→ **Exercise materials**
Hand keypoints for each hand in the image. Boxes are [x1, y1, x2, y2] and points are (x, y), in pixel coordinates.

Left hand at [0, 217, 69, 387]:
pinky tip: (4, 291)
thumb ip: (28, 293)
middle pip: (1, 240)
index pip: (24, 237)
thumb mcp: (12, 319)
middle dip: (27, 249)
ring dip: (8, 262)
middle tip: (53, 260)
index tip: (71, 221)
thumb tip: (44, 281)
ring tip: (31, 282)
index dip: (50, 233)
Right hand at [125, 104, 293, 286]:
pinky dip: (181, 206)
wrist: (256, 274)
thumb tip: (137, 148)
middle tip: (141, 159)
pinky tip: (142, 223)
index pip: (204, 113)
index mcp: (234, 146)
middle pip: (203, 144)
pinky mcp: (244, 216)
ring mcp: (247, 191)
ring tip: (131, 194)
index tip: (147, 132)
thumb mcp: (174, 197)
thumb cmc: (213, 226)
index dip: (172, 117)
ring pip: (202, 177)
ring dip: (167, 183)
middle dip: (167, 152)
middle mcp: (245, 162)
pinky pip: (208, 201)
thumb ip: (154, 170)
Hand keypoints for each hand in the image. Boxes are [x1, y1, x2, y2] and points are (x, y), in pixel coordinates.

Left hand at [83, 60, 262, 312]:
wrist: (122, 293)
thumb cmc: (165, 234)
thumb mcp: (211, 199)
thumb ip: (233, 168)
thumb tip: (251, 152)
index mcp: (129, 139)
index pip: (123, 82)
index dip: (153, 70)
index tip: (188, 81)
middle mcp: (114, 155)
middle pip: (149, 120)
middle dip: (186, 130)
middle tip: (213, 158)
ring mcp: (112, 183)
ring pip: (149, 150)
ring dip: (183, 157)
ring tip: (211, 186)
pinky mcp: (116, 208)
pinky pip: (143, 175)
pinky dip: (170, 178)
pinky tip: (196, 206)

→ **Task goal**
Only the lines from the one holding "index dip: (172, 117)" through the end of the records should appear in the answer, each repeated exactly.

→ **Response for this exercise**
index dip: (172, 117)
ring pip: (202, 177)
ring dip: (167, 183)
middle dip: (167, 152)
middle mcp: (245, 162)
pinky pip: (208, 201)
thumb ip: (154, 170)
Hand keypoints for each hand in the image. Boxes are [x1, y1, x2, y2] and points are (x, y), in pixel coordinates.

Left hand at [83, 60, 262, 312]:
wrist: (122, 293)
thumb cmc: (165, 234)
thumb mcp: (211, 199)
thumb ip: (233, 168)
thumb tip: (251, 152)
index mcp: (129, 139)
index pip: (123, 82)
index dip: (153, 70)
index tip: (188, 81)
middle mcp: (114, 155)
middle pip: (149, 120)
middle dip: (186, 130)
middle tip: (213, 158)
ring mcp: (112, 183)
ring pip: (149, 150)
ring dip: (183, 157)
ring tip: (211, 186)
pinky mcp: (116, 208)
pinky pip: (143, 175)
pinky dip: (170, 178)
pinky tip: (196, 206)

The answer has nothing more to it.